We can only perceive the true nature of power through understanding the power of Nature. Clow states that until we return to the symbiotic relationship with Creation that we once enjoyed, we will not fully inhabit a World Mind, because this unity extends to all life on earth, not just humans.

Caroline Casey touched on the same theme in her radio show, when she spoke of how "respect trumps fear" in the natural world, and discussed the way animals metabolize trauma by trembling, which frees them to resume their normal behavior. Synchronistically, just prior to her show I'd caught the final moments of another program, on which the guest was discussing EMDR (eye movement desensitization and reprocessing), a technique that enables people to reprogram their brains from trauma.

Kenny Ausubel, co-founder of the Bioneers Conference, suggests we try biomimicry: see Nature as teacher rather than resource, and ask, "What would Nature do? How can we wed human ingenuity to the wisdom of the wild?"

From Egocentric to Ecocentric

What does respect for the natural world look like? Marine acoustician Michael Stocker gives a stunning example of a man living on the Hawaiian island of Molokai who helped a beached shark return to the ocean. The Samaritan explained, "I like to swim out to a distant rock. There are a lot of hammerheads in the water, and now I've got credit."

This is a remarkable perspective compared with the more typical separation and fear to which we're accustomed — and a shift that is becoming easier to embrace as we draw nearer to what Clow calls galactocentric consciousness.
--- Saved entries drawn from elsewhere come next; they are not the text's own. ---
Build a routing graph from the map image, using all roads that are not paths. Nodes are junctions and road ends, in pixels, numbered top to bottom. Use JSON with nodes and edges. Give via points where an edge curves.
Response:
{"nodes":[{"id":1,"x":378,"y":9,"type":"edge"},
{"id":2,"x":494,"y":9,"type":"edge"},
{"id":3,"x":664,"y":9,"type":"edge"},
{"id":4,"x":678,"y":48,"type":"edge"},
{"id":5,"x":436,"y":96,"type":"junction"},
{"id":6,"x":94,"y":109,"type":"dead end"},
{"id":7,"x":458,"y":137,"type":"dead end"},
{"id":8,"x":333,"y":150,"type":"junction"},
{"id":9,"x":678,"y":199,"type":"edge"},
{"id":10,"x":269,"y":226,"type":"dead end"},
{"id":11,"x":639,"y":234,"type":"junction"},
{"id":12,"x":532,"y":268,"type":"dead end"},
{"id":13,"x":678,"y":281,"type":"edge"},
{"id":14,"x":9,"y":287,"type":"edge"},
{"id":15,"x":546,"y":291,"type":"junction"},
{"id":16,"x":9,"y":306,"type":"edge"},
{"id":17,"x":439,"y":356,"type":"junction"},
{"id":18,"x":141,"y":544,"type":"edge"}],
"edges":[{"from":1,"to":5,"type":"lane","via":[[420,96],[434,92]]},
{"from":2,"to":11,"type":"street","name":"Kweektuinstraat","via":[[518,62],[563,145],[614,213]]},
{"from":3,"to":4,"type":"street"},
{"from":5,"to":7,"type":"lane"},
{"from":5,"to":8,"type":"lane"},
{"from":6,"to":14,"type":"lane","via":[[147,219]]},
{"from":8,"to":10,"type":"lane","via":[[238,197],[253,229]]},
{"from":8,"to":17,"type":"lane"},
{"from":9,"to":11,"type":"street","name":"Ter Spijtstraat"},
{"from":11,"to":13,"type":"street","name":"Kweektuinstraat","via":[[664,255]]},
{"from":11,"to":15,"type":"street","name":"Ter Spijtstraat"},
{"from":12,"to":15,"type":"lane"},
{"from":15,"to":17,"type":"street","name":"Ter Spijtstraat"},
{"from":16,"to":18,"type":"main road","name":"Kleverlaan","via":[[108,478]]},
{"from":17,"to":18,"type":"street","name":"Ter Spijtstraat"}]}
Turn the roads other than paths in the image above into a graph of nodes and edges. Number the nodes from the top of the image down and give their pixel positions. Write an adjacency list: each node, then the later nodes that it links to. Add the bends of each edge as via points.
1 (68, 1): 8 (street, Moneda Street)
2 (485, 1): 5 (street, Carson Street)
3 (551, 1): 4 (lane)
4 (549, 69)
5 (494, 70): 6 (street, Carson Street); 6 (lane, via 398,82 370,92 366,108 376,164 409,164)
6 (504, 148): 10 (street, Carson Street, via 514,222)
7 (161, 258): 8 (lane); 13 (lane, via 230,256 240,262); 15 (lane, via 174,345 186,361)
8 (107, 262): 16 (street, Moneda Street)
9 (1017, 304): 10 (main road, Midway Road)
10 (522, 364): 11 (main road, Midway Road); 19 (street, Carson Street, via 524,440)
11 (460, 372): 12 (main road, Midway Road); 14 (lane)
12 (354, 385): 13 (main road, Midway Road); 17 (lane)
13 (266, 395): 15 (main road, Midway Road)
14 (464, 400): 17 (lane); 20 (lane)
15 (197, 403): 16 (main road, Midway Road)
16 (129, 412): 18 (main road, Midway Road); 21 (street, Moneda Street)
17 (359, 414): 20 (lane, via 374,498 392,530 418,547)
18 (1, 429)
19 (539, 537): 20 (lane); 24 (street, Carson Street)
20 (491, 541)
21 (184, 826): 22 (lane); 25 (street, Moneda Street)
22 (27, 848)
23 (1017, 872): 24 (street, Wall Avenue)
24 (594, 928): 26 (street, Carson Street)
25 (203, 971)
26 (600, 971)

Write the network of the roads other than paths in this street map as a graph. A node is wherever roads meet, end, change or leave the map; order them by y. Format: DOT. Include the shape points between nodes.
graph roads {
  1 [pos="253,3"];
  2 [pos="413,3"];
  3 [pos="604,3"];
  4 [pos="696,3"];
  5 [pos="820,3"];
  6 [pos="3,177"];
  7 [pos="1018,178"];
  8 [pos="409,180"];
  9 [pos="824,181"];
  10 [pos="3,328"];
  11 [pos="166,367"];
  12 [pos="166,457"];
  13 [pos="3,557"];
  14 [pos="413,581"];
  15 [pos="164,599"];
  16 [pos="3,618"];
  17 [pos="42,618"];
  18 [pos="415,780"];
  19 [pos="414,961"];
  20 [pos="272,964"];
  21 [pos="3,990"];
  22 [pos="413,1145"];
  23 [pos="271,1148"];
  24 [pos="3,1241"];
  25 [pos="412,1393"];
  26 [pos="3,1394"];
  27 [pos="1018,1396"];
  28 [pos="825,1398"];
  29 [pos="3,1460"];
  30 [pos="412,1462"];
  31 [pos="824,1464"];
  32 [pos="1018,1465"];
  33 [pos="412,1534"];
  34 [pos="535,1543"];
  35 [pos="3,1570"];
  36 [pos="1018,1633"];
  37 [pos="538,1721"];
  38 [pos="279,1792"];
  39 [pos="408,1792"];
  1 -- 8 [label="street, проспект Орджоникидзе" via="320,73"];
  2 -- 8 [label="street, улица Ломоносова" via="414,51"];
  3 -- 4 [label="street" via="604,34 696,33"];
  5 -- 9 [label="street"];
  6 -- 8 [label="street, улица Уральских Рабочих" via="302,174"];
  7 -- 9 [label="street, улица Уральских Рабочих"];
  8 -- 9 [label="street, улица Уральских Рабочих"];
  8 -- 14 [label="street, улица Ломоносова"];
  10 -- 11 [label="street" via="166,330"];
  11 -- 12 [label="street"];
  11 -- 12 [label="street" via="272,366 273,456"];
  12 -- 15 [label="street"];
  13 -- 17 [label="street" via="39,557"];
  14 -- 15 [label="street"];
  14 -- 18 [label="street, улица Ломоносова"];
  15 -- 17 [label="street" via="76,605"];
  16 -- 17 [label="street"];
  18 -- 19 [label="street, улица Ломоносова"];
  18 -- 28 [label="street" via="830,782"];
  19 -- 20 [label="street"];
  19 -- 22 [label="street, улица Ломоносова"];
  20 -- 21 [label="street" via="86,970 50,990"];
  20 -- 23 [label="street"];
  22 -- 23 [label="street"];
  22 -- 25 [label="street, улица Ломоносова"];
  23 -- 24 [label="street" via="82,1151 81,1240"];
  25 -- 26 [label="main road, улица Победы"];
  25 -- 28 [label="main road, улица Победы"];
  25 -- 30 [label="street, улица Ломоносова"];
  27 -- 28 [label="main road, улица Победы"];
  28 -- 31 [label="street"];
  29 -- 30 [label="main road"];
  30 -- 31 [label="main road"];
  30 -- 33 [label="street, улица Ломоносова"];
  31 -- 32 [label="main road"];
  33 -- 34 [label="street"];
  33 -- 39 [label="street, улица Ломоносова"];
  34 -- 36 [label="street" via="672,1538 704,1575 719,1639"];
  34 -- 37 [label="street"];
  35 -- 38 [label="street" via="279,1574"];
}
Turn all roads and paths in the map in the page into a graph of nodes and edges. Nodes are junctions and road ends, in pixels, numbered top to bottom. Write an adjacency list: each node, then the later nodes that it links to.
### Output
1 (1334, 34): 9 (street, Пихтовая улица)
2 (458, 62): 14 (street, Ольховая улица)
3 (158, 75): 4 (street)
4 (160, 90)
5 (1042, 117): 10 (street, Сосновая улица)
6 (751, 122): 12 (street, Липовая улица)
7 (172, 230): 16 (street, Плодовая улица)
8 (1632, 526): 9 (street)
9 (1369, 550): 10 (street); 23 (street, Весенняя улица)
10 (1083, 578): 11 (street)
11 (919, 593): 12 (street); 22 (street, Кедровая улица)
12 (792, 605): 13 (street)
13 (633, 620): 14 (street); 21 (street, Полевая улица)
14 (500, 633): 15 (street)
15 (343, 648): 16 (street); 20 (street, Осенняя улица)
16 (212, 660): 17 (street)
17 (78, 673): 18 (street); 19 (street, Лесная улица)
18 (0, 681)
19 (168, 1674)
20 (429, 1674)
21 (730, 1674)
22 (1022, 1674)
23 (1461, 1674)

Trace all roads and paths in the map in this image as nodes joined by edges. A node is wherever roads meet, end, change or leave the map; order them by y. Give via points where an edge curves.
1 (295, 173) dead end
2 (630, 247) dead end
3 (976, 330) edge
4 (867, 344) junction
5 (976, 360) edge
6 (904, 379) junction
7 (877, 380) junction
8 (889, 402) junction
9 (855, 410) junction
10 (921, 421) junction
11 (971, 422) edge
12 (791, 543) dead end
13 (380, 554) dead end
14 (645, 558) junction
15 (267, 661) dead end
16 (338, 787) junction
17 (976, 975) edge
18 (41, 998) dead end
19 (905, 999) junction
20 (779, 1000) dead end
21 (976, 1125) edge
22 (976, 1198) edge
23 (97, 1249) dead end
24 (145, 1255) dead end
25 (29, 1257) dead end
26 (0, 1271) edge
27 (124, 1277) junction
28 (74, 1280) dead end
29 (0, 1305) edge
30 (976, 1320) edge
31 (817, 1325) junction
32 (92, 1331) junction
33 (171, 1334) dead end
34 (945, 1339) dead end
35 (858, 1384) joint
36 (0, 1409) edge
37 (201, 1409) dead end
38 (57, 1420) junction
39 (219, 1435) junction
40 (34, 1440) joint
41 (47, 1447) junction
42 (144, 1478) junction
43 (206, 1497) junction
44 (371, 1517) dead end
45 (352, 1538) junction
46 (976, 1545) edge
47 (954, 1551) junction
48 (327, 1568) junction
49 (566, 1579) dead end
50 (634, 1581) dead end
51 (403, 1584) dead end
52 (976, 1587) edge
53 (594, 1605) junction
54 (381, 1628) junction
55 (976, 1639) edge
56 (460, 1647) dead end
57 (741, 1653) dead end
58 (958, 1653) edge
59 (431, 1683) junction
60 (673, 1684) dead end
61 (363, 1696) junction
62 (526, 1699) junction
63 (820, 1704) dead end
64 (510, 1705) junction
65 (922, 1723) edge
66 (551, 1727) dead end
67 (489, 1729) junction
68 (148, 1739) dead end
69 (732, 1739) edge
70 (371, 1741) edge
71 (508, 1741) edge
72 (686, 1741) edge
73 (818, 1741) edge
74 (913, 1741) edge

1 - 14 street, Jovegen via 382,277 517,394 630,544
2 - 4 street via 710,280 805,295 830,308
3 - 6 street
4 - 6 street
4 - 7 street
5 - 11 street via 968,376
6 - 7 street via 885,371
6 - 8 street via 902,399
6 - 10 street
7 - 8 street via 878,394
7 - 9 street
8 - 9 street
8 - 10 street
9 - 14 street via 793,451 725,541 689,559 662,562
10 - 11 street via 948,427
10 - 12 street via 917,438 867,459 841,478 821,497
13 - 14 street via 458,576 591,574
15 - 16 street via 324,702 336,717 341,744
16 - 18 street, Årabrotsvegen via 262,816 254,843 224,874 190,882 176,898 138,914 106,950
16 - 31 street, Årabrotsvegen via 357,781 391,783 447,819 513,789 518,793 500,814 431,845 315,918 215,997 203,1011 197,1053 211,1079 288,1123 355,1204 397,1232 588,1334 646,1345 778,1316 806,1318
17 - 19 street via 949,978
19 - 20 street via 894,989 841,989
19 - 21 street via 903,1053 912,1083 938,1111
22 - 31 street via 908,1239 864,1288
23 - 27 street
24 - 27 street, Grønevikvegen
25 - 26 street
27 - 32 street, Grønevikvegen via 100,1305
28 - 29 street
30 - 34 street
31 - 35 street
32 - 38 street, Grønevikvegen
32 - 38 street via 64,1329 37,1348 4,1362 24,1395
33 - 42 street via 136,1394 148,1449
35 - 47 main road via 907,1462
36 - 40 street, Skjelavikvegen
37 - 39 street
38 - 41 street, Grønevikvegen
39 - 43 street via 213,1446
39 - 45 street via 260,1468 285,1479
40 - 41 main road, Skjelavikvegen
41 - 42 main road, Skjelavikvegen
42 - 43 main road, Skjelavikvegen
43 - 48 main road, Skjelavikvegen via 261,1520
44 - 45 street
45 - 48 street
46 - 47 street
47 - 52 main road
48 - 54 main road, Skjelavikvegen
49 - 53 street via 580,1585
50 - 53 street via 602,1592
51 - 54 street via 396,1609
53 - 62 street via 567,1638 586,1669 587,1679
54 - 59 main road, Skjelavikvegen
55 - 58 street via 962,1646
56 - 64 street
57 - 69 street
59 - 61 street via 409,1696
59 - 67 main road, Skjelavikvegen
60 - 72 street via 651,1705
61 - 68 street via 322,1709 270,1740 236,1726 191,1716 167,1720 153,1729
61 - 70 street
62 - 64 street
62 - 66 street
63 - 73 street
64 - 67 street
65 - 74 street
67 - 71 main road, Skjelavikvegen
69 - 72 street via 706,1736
She prophesies that within a decade we will transcend our reliance on technology as a means of mass communication and become a truly telepathic global society, just as "primitive" people were many thousands of years ago. Since I've always maintained that the Internet is our precursor to global telepathy, her words were a gratifying substantiation.

If the implications of an ancient reconfiguring cataclysm cause your circuitry to go haywire, download this: paleoscientific research indicates that "early humans showed no signs of being aware of the existence of the four seasons until 10,000 years ago." The cataclysmic event created Earth's variable rotation — or wobble — which gives rise to climatic changes. Our planet Herself underwent a trauma and ever since, she "trembles", bringing us the phenomenon of seasonal shifts. As above, so below.

Clow writes, "I believe the tilting axis inspired a preliterate scientific revolution that we are decoding in our times. The axial tilt changed the way we receive light on Earth…Megalithic astronomy, as well as indigenous astronomy, suggests that the Light is more potent and transmutative for humans during the equinoxes, solstices, and new and full moons. Perhaps that intentional attunement awakens cosmic intelligence. Perhaps a new evolutionary form began when the tilting axis cracked Earth open, as if Earth were a cosmic egg ready to hatch in the universe."

The ultimate key to coming home to ourselves as One people, one destiny, ready to rejoin the Universal collective, may lie in what peaceable cultures have always known: from the pain that cracks our hearts wide open, compassion and kindness flower. Naomi Shihab Nye's poem Kindness eloquently expresses this "proper dose of poignancy," a universal salve not salvo.

Changing the weather of our hearts alters the climate of civilization. It's a subtle shift we're quite capable of making as we travel at Light speed into the Age of Aquarius. Like Dorothy in The Wizard of Oz, we've had the power to return Home all the time — but we must discover it for ourselves.